Kecurigaan kader di daerah bukan tanpa alasan. Jika Nasdem berani memberikan garansi "pembebasan" dari jerat hukum KPK, bukan hal yang sulit bagi Setya Novanto melabuhkan Golkar ke kubu Ridwan Kamil. Setya Novanto membutuhkan Nasdem, sementara Nasdem juga membutuhkan suara Golkar karena perahu yang disiapkan untuk Ridwan Kamil belum utuh. Bahkan Wali Kota Bandung itu terancam gagal nyagub jika tidak mendapat dukungan partai lain. Ridwan Kamil masih membutuhkan dukungan 8 kursi untuk menggenapI dukungan Nadem (5 kursi ) dan PKB (7 kursi). Tentu Nasdem, juga Ridwan Kamil, mau melakukan apapun asal Golkar yang memiliki 17 kursi di DPRD Jabar bersedia memberikan dukungan.
Hal itu yang dikuatirkan kader-kader Golkar di Jabar. Mereka tidak ingin Golkar dijadikan alat untuk kepentingan pribadi Setya Novanto. Apalagi dukungan untuk Dedi Mulyadi, yang juga Bupati Purwakarta, sudah melalui mekanisme partai dan mendapat didukung penuh seluruh pengurus serta kader Golkar di Jabar. Bahkan PDIP sudah menyatakan tertarik untuk ikut mendukung Dedi Mulyadi yang memiliki elektabilitas tinggi sehingga tidak ada alasan bagi DPP untuk mengalihkan dukungan pada calon lain, terlebih calon tersebut bukan kader Golkar.

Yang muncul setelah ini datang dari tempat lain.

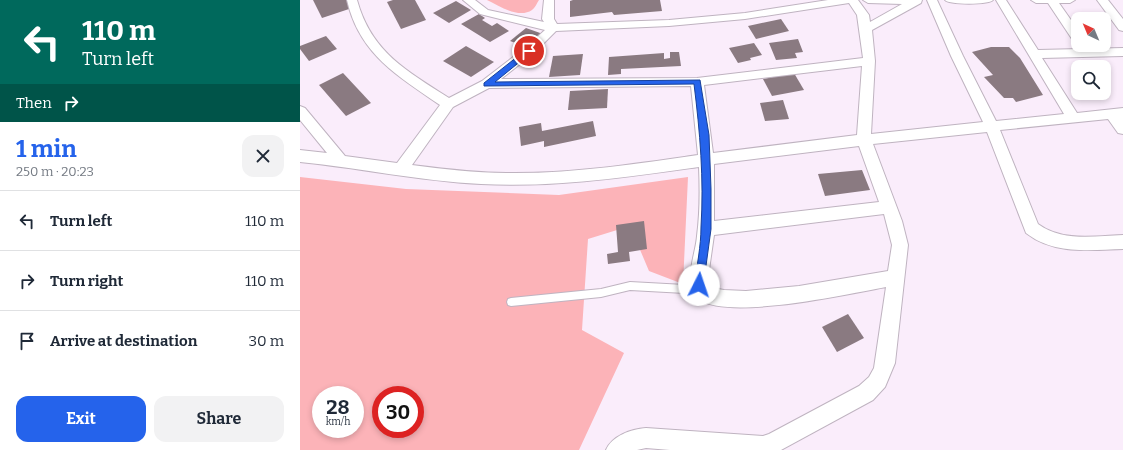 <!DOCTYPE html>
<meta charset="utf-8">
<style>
body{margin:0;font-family:Bitter,serif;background:#f2f2f3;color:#1f2937;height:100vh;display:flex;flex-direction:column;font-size:15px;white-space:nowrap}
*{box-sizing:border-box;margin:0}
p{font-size:13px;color:#747a83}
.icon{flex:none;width:22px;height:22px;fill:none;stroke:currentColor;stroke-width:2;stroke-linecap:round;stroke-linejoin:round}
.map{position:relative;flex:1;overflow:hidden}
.details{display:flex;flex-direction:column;background:#fff;width:300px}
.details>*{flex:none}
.banner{background:#00695c;color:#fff;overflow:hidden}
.needle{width:26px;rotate:316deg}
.buttons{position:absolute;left:771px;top:12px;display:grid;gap:8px}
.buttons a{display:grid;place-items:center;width:40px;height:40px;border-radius:8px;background:#fff;box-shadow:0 2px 6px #0003;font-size:20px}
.speed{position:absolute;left:12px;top:386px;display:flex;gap:8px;font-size:20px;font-weight:700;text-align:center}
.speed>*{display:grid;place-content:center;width:52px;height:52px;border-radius:50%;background:#fff;box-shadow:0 2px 6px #0003;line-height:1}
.speed small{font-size:10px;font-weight:400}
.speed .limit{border:6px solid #d22;background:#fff;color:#111}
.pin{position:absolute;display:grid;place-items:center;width:34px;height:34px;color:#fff;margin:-17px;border:2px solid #fff;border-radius:50%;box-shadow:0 1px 4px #0007}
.me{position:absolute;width:44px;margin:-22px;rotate:4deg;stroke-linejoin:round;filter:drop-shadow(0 0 3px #0008)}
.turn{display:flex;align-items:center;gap:14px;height:84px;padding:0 16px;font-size:18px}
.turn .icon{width:52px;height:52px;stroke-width:2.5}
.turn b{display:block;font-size:28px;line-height:34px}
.then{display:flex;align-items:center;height:38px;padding:0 16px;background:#0003;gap:8px;font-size:15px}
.round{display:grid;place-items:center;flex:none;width:42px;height:42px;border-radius:12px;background:#f2f2f3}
.head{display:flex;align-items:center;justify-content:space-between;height:68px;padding:0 16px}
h1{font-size:24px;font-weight:700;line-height:30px;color:#2563eb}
.button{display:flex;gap:8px;margin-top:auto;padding:8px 16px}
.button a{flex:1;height:46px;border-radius:12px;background:#2563eb;color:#fff;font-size:16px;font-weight:700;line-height:46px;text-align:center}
.button a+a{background:#f2f2f3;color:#1f2937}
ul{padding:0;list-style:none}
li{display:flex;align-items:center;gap:12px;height:60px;padding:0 16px;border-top:1px solid #e0e1e3}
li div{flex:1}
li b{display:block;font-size:15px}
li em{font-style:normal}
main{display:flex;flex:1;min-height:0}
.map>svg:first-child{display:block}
.green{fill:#fcb3b8;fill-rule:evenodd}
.building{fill:#8a7a81}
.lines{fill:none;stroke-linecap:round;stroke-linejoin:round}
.lane-casing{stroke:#bfb3c0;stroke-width:2}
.street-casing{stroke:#bfb3c0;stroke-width:2}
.lane{fill:#fff;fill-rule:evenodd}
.street{fill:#fff;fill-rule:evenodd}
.route{fill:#2563eb;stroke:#184099}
</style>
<main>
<section class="details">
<div class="banner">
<div class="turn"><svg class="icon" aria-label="left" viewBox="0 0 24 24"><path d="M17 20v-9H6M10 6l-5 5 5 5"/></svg><div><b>110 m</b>Turn left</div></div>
<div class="then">Then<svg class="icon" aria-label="right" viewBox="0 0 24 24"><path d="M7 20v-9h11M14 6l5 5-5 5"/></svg></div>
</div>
<div class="head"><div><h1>1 min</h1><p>250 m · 20:23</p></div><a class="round"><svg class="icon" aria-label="close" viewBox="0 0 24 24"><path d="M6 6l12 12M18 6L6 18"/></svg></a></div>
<ul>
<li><svg class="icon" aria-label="left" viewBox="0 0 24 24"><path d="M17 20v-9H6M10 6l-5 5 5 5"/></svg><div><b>Turn left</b></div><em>110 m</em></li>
<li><svg class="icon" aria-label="right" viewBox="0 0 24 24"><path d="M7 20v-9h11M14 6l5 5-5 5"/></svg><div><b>Turn right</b></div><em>110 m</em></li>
<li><svg class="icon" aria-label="arrive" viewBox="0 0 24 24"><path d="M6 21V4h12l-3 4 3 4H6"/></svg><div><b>Arrive at destination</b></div><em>30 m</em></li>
</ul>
<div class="button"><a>Exit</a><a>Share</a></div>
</section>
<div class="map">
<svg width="823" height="450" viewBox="0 0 823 450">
<rect width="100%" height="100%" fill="#faedfb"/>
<g class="green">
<path d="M 187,0 L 239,0 C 237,3 235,8 232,10 C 219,19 199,6 187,0 Z"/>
<path d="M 0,177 L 106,189 L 259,195 L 388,177 L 383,284 L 349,271 L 330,226 L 288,239 L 282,330 L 324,353 L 279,450 L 0,450 ZM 21,395 L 55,395 L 55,429 L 21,429 ZM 81,395 L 115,395 L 115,429 L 81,429 Z"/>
</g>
<g class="building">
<path d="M 13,0 L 48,0 L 52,8 L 22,18 Z"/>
<path d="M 93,0 L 115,0 L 126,20 L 101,29 L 87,2 Z"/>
<path d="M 273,0 L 360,0 L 362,11 L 314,15 L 312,12 L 270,17 L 270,1 Z"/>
<path d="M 156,1 L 171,10 L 149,23 L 133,13 Z"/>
<path d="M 179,14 L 185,18 L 182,20 L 192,26 L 197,23 L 209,31 L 190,42 L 161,24 Z"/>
<path d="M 481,19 L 489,31 L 456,39 L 448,26 Z"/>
<path d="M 226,28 L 243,34 L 227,47 L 210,41 Z"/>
<path d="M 26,36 L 37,49 L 9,61 L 0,49 L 0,46 Z"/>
<path d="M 498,39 L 503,52 L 495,53 L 497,58 L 476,60 L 469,43 Z"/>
<path d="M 454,43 L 462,55 L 450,58 L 451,60 L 438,63 L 429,48 Z"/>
<path d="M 166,46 L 194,62 L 171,77 L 143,61 Z"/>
<path d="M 691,47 L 709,47 L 720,58 L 743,95 L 716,102 L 713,98 L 704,98 L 684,77 L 693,75 L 672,52 Z"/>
<path d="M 370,52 L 379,52 L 381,66 L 321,69 L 321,74 L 308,75 L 309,57 L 364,53 L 364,59 L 370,58 Z"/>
<path d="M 283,54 L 280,75 L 249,77 L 253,56 Z"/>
<path d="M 43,73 L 71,103 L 46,116 L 19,85 Z"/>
<path d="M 494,73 L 504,90 L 472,96 L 463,79 Z"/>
<path d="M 308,89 L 307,108 L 268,110 L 270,91 Z"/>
<path d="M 483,100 L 489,119 L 465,121 L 460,103 Z"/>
<path d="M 293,121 L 296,136 L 244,147 L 244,141 L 221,146 L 219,127 L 241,123 L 242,131 Z"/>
<path d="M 562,170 L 570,190 L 525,196 L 518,174 Z"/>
<path d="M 344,221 L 347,249 L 329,252 L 330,261 L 308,264 L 307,254 L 318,252 L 316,225 Z"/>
<path d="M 548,314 L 564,338 L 537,352 L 522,327 Z"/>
</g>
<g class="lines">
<g class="lane-casing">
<path id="lane" d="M 330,282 L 403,286 L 406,287 L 407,290 L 406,293 L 403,294 L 330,290 L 301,297 L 211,306 L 208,305 L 207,302 L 208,299 L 211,298 L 301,289 Z"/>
</g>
<g class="street-casing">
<g id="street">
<path d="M 47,0 L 57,0 C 71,52 107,71 149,98 L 182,81 L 225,48 L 245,30 L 180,14 L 163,0 L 175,0 L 188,10 L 244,22 L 242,19 L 244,0 L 254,0 L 254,19 L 257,24 L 369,20 L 445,13 L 528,0 L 558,0 L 569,15 L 570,22 L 602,4 L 568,3 L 563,0 L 622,0 L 621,3 L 572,30 L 575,61 L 571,134 L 683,122 L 651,56 L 627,0 L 637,0 L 663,56 L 696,121 L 764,114 L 696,0 L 706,0 L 738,50 L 823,48 L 823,56 L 742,58 L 777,113 L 823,108 L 823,134 L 818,133 L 808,119 L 700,130 L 738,224 C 762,242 795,236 823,235 L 823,249 C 790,250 754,255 726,233 L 687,132 L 573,144 L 602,221 L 608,245 L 595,363 L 585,387 L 573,400 L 481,450 L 370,450 L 346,448 L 337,450 L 306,450 C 312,436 331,429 346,428 L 463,436 L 469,434 L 559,386 L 569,377 L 574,368 L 586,287 C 548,294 431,320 400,300 C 395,296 392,287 391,281 C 389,267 396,250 397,236 C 400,213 400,190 399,167 C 327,177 254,188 181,184 C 120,181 60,168 0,162 L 0,150 L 27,153 L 0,120 L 0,106 L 5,108 L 45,156 L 97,163 L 140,105 C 98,76 59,54 47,0 ZM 549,3 L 557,15 L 563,58 L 397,78 L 201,79 L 233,54 L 256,31 L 369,26 L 445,19 ZM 562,66 L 557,135 L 413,153 L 404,85 ZM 391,86 L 398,155 C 335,164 271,174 206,173 C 175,173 143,169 112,165 L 153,107 L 189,88 ZM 559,146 L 579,202 L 414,221 L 414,164 ZM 584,214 L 592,245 L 588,271 L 499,286 L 446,291 L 424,290 L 412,288 L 408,284 L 408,277 L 414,235 Z"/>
<path d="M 645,0 L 693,0 C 689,5 649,5 645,0 Z"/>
<path d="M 731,0 L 775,0 L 770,3 L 759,3 L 778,30 L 778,43 L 774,42 L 748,3 L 736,3 Z"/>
<path d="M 797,0 L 808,0 L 823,19 L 823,31 L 819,30 Z"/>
</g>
</g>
<use href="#lane" class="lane"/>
<use href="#street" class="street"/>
</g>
<path class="route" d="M 227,49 L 229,49 L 233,51 L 195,82 L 400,80 L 409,135 L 411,189 L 411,229 L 403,288 L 399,289 L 396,288 L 394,285 C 397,266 401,246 401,227 C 404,179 400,132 394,84 L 184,86 L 184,83 Z"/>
</svg>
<div class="buttons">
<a><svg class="needle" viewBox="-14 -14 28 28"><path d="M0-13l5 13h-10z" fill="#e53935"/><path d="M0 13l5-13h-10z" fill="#747a83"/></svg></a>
<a><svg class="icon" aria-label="search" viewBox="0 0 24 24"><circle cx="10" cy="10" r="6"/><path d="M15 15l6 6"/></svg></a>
</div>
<div class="speed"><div>28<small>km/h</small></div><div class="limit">30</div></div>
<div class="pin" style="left:229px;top:51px;background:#d93025"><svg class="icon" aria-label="arrive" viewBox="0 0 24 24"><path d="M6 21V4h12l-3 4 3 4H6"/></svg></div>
<svg class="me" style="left:399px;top:285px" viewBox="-20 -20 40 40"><circle r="19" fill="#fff"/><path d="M0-13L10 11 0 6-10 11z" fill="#2563eb"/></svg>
</div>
</main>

Desakan mundur diperhalus dengan penunjukkan Plt ketua umum, juga bisa diartikan sebagai sikap pesimis kader-kader Golkar terhadap proses praperadilan yang diajukan Setya Novanto. Mereka meyakini PN Jakarta Selatan akan menolak gugatan praperadilan tersebut sehingga Novanto harus menjalani proses hukum di KPK sebagai tersangka korupsi proyek e-KTP yang merugikan negara hingga Rp 2,3 triliun.
Mahar Rp 10 Miliar
Perubahan sikap Idrus Marham, juga Nurdin Halid memicu spekulasi yang lebih luas. Saat menyampaikan orasi politik di depan massa Golkar di Kantor DPD Golkar Jabar, Bandung, Dedi Mulyadi menyampaikan ada tokoh misterius yang meminta mahar Rp 10 miliar sebagai syarat keluarnya rekomendasi dukungan DPP Partai Golkar. Meski berkali-kali Dedi menegaskan tokoh yang menghubungi bukan pengurus Golkar, melainkan seseorang yang merasa dekat dengan pengurus DPP Golkar, namun sempat beredar rumor tokoh yang meminta mahar tersebut memiliki kedekatan khusus dengan pengurus inti di DPP. Tokoh ini bahkan mengingatkan kader Golkar pada sosok Andi Narogong, teman dekat Setya Novanto, yang kini sudah ditahan KPK dalam kasus korupsi e-KTP.
Isu permintaan mahar ini juga yang kemudian memicu kemarahan kader-kader Gollkar di Jabar. Mereka ramai-ramai mengembalikan kartu tanda anggota dan mengadakan iuran recehan untuk diserahkan ke DPP sebagai bentuk protes.
Akankah ini akhir kejatuhan Setya Novanto? Masih terlalu gegabah menyimpulkan demikian. Tetapi yang pasti arah politik Golkar ke depan tidak menguntungkan Istana, kecuali PDIP benar-benar mau memberikan dukungan kepada Dedi Mulyadi.